* _PROBLEM TO WORK ON_
Tally up the lines below that include the word "Iguaçu". Answer with the number alone.

* _ENTRIES PROVIDED_
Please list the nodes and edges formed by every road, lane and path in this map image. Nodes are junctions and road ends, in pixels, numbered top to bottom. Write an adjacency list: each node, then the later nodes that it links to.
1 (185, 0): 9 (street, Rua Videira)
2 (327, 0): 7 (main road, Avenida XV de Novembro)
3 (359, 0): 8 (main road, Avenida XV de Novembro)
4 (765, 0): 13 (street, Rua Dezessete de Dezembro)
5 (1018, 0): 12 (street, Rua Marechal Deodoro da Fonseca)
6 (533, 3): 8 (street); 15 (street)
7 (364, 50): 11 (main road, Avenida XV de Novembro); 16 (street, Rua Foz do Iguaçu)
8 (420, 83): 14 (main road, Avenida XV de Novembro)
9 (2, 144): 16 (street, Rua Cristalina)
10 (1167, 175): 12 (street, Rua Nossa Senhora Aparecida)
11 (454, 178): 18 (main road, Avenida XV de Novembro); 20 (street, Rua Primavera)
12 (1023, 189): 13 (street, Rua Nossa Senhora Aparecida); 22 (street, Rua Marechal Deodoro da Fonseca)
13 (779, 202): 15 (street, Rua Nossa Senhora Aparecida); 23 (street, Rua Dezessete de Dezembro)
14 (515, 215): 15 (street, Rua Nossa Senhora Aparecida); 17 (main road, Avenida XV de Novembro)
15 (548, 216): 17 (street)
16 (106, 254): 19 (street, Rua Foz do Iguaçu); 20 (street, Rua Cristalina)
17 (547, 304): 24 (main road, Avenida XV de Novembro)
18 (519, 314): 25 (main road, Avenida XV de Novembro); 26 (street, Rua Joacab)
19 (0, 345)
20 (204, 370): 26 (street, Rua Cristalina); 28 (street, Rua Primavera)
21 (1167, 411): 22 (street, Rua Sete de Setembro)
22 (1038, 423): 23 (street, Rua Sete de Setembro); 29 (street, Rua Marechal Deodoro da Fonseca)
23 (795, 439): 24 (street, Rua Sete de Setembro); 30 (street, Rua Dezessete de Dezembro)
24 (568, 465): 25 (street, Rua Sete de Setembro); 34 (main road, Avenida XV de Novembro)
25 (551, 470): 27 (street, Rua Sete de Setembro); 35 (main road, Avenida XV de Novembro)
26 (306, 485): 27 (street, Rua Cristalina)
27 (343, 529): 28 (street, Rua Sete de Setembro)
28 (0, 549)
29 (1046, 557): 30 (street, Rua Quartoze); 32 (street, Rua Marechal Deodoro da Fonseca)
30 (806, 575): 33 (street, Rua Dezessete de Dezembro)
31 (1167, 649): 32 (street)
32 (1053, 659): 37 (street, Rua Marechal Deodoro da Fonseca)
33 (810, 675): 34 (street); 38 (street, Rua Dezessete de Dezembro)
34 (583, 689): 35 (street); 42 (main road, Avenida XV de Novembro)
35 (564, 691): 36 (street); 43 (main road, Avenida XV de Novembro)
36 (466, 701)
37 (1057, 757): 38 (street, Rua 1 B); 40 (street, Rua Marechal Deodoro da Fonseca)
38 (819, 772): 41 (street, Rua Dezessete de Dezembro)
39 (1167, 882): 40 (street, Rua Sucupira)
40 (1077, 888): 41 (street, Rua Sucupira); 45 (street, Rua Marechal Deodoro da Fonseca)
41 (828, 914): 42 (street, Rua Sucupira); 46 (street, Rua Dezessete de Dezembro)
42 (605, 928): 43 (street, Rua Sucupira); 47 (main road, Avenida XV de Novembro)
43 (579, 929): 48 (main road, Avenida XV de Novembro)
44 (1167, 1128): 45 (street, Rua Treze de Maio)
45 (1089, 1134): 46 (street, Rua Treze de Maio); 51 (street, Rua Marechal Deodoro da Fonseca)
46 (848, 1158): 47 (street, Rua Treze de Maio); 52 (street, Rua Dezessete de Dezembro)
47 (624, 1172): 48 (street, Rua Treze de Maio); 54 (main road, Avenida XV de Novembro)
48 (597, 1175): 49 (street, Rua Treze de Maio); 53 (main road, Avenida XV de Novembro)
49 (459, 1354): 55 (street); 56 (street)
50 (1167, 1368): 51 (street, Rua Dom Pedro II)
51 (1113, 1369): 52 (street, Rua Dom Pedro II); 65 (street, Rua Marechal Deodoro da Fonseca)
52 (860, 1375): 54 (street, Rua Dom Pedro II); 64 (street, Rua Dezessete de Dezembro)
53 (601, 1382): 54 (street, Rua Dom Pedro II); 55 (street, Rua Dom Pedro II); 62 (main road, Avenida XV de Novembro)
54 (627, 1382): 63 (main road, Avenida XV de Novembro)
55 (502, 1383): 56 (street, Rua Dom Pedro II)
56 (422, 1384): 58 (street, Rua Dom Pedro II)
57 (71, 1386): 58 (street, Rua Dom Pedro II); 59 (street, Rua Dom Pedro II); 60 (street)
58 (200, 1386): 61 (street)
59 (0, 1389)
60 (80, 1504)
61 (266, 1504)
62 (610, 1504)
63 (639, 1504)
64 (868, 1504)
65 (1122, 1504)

* _TASK ANSWER_
2